For starters, the two most significant corporate tax reform proposals put forward recently, one from then-House Ways and Means Committee Chairman Dave Camp (R-MI) and the other from then-Senate Finance Committee Chairman Max Baucus (D-MT), have about 70 percent overlap. Along with the Administration’s proposed reforms included in its FY2015 budget request, there is general agreement across all three on the need to broaden the corporate tax base by eliminating certain preferences and deductions, and lower the corporate rate. They all agreed the U.S. worldwide taxation regime is outdated and anti-competitive, especially the disincentive under current law to repatriate foreign earnings which has led U.S. firms to indefinitely park $2 trillion overseas (of course there is less agreement on what to replace it with, but first things first). All three reform proposals also included the repeal or reform of several of the largest and most lucrative tax subsidies for oil and gas companies, including Intangible Drilling Costs, Percentage Depletion Allowance, Last-in First-Out Accounting, and others.

When Congress enacted the Tax Reform Act of 1986 almost 30 years ago, it accomplished much of what Congress is trying to do now. It pushed the U.S. to the competitive edge in the international system by eliminating preferences and deductions in order to lower overall rates. Since then, other countries, especially industrialized countries in Europe, have leapfrogged the U.S. by slashing corporate rates. That said, the distortions of our current system mean that many U.S. corporations pay far below the statutory rate. But clearing out the code of special interest tax breaks and considering other revenue models would allow lower rates while creating a more level playing field.

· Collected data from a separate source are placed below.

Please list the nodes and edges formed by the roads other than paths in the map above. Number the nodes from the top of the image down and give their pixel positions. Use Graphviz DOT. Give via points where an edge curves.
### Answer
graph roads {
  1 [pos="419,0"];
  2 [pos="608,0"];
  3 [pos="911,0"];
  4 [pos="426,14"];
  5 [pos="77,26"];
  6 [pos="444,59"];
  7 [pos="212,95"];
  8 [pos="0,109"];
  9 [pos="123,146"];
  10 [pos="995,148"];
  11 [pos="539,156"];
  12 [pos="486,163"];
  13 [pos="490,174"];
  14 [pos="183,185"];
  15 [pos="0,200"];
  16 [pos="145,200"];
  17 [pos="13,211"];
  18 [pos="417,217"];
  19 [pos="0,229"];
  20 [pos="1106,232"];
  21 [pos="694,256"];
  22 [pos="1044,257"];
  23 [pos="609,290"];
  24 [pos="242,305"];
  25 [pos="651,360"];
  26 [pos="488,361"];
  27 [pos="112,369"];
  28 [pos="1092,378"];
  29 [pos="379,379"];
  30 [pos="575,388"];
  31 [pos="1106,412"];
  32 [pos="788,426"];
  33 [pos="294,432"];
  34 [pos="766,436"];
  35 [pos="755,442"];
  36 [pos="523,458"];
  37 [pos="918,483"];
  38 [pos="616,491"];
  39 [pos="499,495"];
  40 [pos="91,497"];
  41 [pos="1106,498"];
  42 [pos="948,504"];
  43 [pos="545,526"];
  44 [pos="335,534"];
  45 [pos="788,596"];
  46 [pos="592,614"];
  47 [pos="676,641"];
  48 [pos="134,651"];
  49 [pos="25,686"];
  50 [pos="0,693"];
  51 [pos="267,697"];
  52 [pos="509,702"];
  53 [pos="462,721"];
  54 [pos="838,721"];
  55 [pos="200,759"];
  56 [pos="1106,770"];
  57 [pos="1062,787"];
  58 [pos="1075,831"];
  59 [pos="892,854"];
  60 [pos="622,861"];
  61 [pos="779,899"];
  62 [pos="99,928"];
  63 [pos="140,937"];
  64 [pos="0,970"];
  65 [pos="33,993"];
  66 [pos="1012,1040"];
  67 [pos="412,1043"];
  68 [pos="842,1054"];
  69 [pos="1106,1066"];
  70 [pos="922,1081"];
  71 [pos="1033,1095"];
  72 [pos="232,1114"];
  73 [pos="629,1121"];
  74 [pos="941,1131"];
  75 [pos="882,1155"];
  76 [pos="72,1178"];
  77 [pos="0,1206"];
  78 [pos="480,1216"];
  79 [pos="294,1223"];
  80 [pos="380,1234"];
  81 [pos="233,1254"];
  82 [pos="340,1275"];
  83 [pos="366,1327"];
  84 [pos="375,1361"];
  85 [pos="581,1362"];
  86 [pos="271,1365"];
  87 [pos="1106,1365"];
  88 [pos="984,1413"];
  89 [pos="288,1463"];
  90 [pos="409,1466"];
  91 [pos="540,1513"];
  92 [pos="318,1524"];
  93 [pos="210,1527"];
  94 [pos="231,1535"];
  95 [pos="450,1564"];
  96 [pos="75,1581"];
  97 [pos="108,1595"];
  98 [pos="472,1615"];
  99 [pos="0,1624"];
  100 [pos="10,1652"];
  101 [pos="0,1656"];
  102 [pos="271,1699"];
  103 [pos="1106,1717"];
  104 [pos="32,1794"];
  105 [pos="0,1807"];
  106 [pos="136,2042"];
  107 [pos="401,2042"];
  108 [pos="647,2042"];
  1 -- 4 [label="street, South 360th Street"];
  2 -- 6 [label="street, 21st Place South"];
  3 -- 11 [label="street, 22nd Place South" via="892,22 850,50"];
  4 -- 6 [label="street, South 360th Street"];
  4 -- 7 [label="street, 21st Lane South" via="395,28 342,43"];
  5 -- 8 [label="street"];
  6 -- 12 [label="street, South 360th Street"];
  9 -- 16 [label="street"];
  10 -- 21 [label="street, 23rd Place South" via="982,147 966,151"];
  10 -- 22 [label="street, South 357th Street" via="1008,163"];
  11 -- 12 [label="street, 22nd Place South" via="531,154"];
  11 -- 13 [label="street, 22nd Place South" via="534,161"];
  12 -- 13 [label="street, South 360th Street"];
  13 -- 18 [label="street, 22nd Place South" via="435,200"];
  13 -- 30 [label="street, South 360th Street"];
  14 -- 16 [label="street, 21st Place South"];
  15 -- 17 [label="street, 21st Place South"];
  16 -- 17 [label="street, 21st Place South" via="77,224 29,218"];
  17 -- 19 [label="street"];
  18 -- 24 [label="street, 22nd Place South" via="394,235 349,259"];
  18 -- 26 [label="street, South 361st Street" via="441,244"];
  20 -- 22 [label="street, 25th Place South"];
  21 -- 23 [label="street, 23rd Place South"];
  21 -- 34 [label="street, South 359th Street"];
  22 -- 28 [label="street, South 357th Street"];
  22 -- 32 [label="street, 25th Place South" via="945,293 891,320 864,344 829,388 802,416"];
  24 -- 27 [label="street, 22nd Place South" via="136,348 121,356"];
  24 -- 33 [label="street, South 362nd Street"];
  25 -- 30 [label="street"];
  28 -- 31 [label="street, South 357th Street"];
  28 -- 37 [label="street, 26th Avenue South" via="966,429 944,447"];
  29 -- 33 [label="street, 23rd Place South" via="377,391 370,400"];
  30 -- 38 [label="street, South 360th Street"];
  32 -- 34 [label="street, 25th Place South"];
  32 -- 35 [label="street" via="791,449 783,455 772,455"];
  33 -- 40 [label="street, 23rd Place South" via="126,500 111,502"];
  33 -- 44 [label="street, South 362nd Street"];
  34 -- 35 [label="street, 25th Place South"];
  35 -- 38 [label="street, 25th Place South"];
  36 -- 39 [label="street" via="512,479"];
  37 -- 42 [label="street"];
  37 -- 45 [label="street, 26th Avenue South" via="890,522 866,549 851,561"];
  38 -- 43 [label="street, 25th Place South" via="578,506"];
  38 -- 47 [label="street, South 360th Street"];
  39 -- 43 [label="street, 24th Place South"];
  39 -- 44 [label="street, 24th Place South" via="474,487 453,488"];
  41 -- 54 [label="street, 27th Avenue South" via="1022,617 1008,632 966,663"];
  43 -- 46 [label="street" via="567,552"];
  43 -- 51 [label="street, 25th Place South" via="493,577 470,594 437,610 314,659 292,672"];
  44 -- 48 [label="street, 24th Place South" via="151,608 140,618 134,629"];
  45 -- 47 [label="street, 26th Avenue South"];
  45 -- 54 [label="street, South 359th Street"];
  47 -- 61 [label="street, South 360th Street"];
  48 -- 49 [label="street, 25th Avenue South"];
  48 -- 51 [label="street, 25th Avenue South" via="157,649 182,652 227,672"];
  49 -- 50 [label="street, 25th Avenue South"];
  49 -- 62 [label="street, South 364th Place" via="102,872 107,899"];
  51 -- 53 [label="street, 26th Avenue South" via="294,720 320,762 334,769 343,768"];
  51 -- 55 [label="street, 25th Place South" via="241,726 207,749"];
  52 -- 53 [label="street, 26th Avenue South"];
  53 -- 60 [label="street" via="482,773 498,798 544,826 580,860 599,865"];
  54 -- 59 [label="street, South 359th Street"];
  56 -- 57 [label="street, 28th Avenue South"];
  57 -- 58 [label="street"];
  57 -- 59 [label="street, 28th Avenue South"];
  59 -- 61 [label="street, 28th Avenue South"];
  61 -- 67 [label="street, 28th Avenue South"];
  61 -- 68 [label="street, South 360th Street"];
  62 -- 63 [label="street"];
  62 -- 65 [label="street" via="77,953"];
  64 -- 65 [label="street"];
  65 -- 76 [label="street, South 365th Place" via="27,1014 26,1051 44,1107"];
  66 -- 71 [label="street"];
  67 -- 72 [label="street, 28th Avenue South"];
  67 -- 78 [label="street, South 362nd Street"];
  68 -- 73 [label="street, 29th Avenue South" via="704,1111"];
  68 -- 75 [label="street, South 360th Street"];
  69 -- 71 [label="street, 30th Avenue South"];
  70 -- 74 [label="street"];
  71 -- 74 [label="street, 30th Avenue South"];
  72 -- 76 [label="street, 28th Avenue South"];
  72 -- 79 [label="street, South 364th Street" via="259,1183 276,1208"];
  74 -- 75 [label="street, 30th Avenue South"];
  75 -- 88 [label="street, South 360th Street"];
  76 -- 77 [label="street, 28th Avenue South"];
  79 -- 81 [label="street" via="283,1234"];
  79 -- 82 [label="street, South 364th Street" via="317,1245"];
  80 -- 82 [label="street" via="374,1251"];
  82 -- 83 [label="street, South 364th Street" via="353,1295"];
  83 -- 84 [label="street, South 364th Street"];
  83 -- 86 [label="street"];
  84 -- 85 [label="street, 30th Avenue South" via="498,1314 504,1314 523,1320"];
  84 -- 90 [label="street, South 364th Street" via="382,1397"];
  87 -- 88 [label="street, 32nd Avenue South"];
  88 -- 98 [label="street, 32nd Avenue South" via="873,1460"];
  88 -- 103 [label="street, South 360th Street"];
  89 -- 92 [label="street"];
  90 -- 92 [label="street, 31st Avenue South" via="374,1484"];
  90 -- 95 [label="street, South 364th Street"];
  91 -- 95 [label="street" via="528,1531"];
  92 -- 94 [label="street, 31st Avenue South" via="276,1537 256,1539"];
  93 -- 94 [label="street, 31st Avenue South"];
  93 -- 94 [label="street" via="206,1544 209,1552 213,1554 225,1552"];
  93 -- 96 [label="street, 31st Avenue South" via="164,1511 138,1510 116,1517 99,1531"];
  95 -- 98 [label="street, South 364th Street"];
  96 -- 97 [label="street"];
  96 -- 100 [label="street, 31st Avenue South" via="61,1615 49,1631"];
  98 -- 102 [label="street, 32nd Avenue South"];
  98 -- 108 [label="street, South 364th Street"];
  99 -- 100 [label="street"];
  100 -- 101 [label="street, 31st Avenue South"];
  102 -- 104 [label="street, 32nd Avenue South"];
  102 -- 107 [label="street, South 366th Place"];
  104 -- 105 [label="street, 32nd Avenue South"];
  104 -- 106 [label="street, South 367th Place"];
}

Since 1986, Congress has added new (and old) deductions and special provisions (back) into the tax code. Not only have special provisions grown in size that they now exceed $1 trillion in foregone revenue and equal yearly discretionary appropriations, they are obviously bad policy in their current form. The R&D tax credit, meant to incentivize investment in research, is badly targeted and routinely extended retroactively, applying to spending that has already taken place. The mortgage interest deduction, intended to encourage home ownership over renting, offers little or nothing to low- and middle-income individuals who might need the incentive, does not boost home ownership rates over countries without the incentive (such as Canada), inflates housing prices, and instead provides a regressive subsidy to the wealthy. And on and on. TCS applauded the idea of “zeroing out” all existing tax expenditures and asking lawmakers to submit written justification for reinstating them.

You don’t have to take too many steps back to see why there are so many areas of agreement about tax reform, because what the nation has today is just bad policy. And we all generally agree on where we are headed, if not entirely on how we will get there. In tax reform, like many issues, Congress spends too much time focusing on the places where they disagree, creating the toxic environment we have become accustomed to where nothing gets done (see: 113th Congress). Maybe, with tax reform, the costs of inaction are such a political liability that it transcends partisanship and threatens an even more sacred institution in Washington: incumbency.